Mencap also provides help and support through supported living, supported employment, respite services, organised activities, systemic and individual advocacy, and outreach support.
Mencap provides advice and support to meet people's needs throughout their lives, as an individual membership organisation with a local network of more than 450 affiliated groups. Mencap's work is membership-driven, and thanks to its work for the welfare of young people, it is a member of The National Council for Voluntary Youth Services (NCVYS).[1]
Mencap is currently campaigning on the following issues:[2]
Mencap, along with 14 other organisations, is a member of the Learning Disability Coalition. The Coalition was formed in May 2007 to campaign for better funding for social care for people with a learning disability in England. Mencap is also a member of Every Disabled Child Matters.

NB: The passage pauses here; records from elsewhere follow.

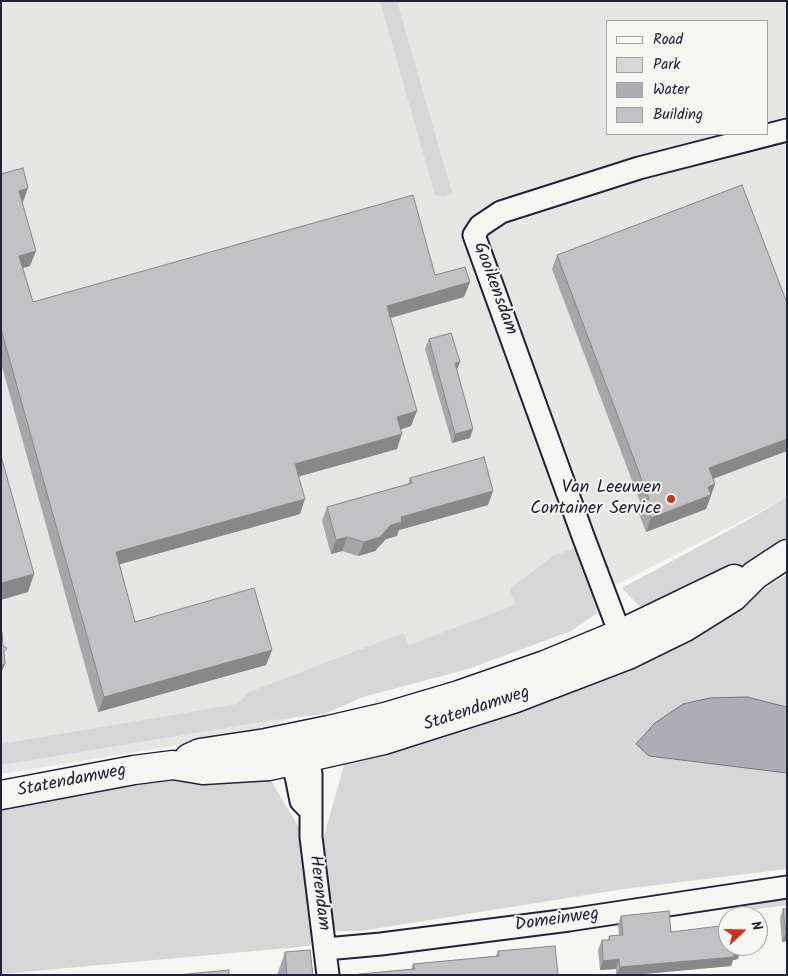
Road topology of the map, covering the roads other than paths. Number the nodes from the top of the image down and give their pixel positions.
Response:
1 (787, 130) edge
2 (768, 135) edge
3 (768, 135) edge
4 (787, 554) edge
5 (624, 644) junction
6 (298, 752) junction
7 (1, 795) edge
8 (787, 887) edge
9 (326, 949) junction
10 (328, 975) edge

1 - 3 street, Gooikensdam
2 - 5 street, Gooikensdam
4 - 5 main road, Statendamweg
5 - 6 main road, Statendamweg
6 - 7 main road, Statendamweg
6 - 9 street, Herendam
8 - 9 street, Domeinweg
9 - 10 street, Herendam

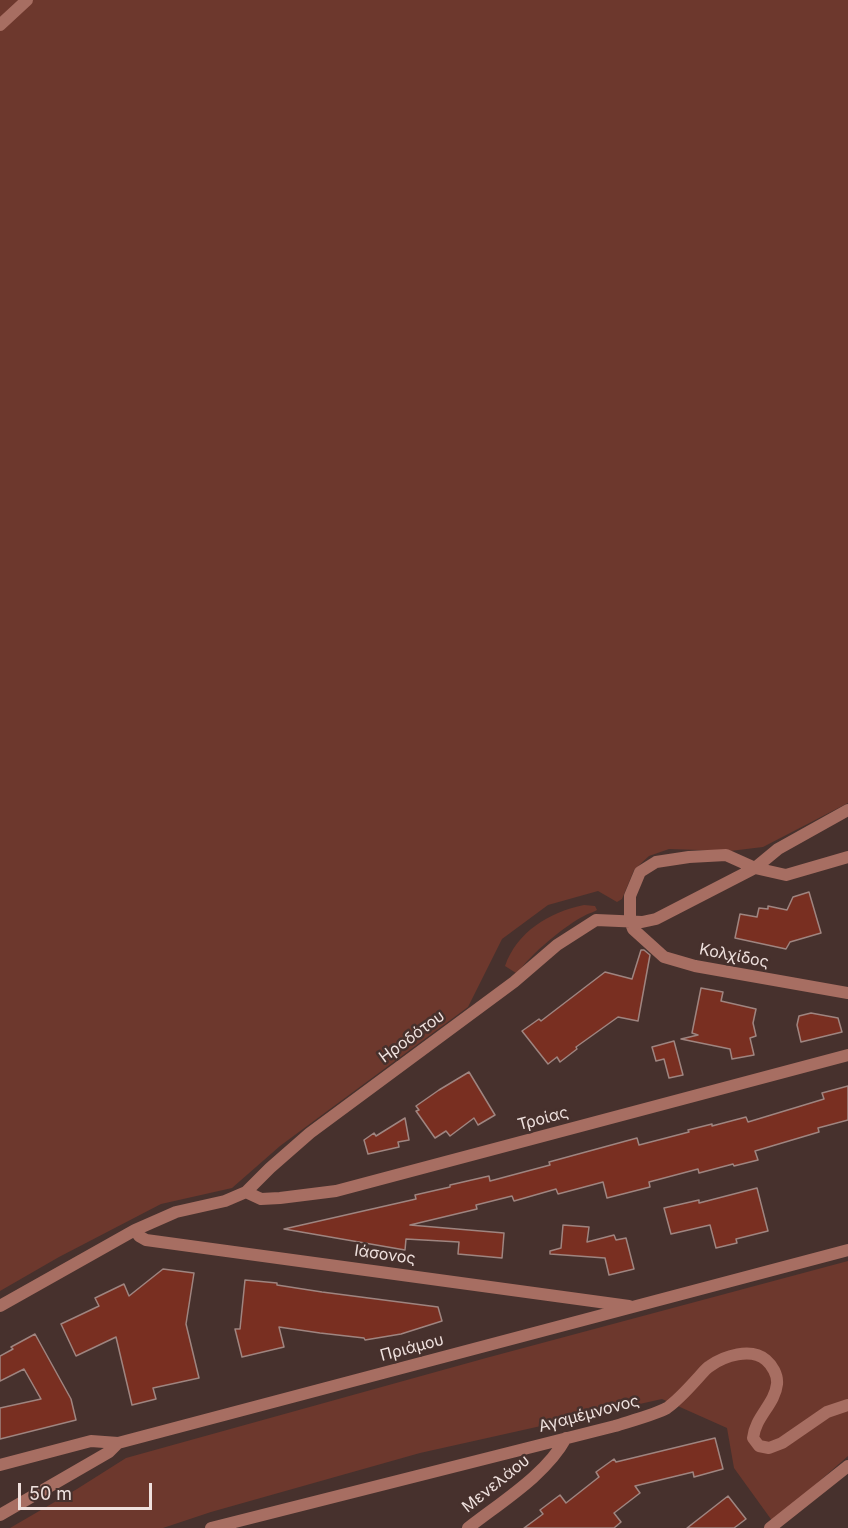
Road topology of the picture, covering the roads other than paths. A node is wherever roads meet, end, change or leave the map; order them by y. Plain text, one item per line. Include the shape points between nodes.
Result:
1 (27, 0) edge
2 (0, 25) edge
3 (848, 810) edge
4 (848, 857) edge
5 (755, 868) junction
6 (630, 921) junction
7 (848, 993) edge
8 (848, 1055) edge
9 (246, 1191) junction
10 (135, 1230) junction
11 (848, 1250) edge
12 (0, 1306) edge
13 (634, 1306) junction
14 (848, 1405) edge
15 (566, 1438) junction
16 (118, 1443) junction
17 (0, 1465) edge
18 (848, 1466) edge
19 (0, 1515) edge
20 (211, 1528) edge
21 (468, 1528) edge
22 (770, 1528) edge

1 - 2 street
3 - 5 street, Ηροδότου via 778,849
4 - 5 street via 786,875
5 - 6 street, Ηροδότου via 656,919
5 - 6 street via 726,855 656,862 640,872 630,896
6 - 7 street, Κολχίδος via 633,929 664,957
6 - 9 street, Ηροδότου via 596,920 557,945 514,982 310,1132
8 - 9 street, Τροίας via 336,1191 261,1199
9 - 10 street, Ηροδότου via 225,1201 176,1212
10 - 12 street, Ηροδότου
10 - 13 street, Ιάσονος via 146,1240
11 - 13 street, Πριάμου
13 - 16 street, Πριάμου
14 - 15 street, Αγαμέμνονος via 827,1412 782,1443 769,1448 759,1446 753,1438 754,1430 778,1382 774,1369 764,1358 748,1353 710,1366 665,1409
15 - 20 street, Αγαμέμνονος
15 - 21 street, Μενελάου via 558,1453 529,1481
16 - 17 street via 91,1441
16 - 19 street, Πριάμου via 110,1452
18 - 22 street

Since 1998, at least one-third of the members of the National Assembly must be people with a learning disability.
Since 1980 the actor Brian Rix has represented the charity in a number of positions, including Secretary-General, Chairman and latterly President. The chief executive of Mencap is Mark Goldring,[3] succeeding Dame Josephine Williams on 1 November 2008. Goldring was previously chief executive of Voluntary Service Overseas.
Established by Judy Fryd in 1946 as The National Association of Parents of Backward Children, the organisation changed its name to The National Society for Mentally Handicapped Children in 1955, becoming The Royal Society for Mentally Handicapped Children and Adults following patronage from Queen Elizabeth The Queen Mother and Elizabeth II in 1981.

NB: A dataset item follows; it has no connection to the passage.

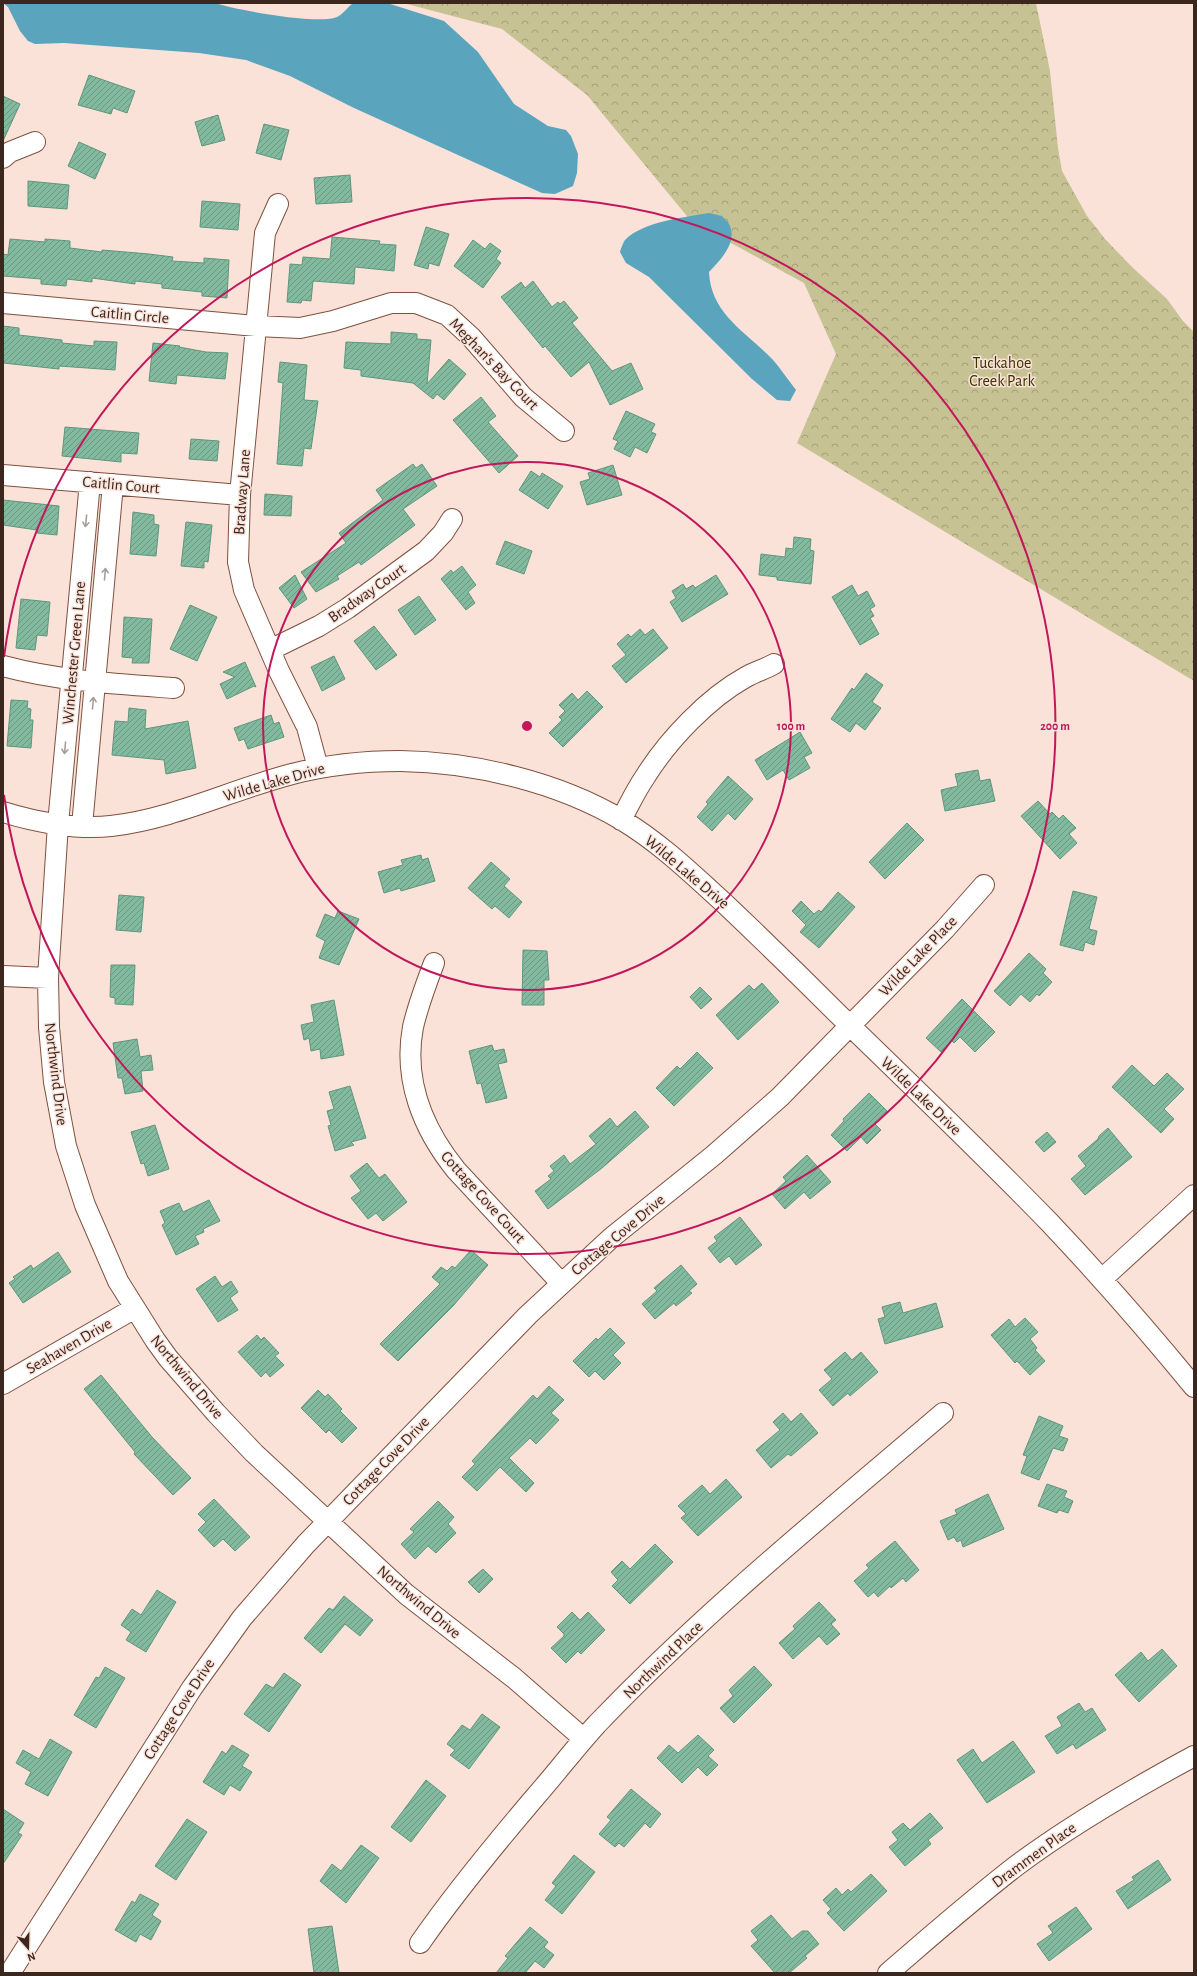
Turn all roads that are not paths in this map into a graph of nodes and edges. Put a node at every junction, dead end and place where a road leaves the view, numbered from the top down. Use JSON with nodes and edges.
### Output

Fryd had written to Nursery World magazine inviting other parents to contact her. Many wrote back expressing their anger and sorrow at the lack of services for their children.
Since 1969 the Society has been commonly known by the abbreviation "Mencap" (presumably from Mentally Handicapped) and, in 2002, its full legal name was shortened to the Royal Mencap Society.
In 1955, the Society opened its first project, the Orchard Dene short-stay residential home. In 1958, it launched a ground-breaking project called the Brooklands Experiment. This compared the progress of children with a learning disability who lived in hospital with a group of children who were moved to a small family environment and cared for using educational activities modelled on those in "ordinary" nurseries. After two years, the children in the home-like environment showed marked improvements in social, emotional and verbal skills. The success of the experiment was published around the world.
In 1986, Queen Elizabeth The Queen Mother became the patron of Mencap and in 2004 The Countess of Wessex became Mencap's patron.
The charity has several notable supporters such as The Edge, Duran Duran, Christopher Eccleston, Bruce Barrymore Halpenny, Joanne Salley, Norman Wisdom, Jonny Lee Miller, Snow Patrol, and Jo Whiley. Another notable fundraiser and supporter is Dame Norma Major, wife of former prime minister Sir John Major.[4]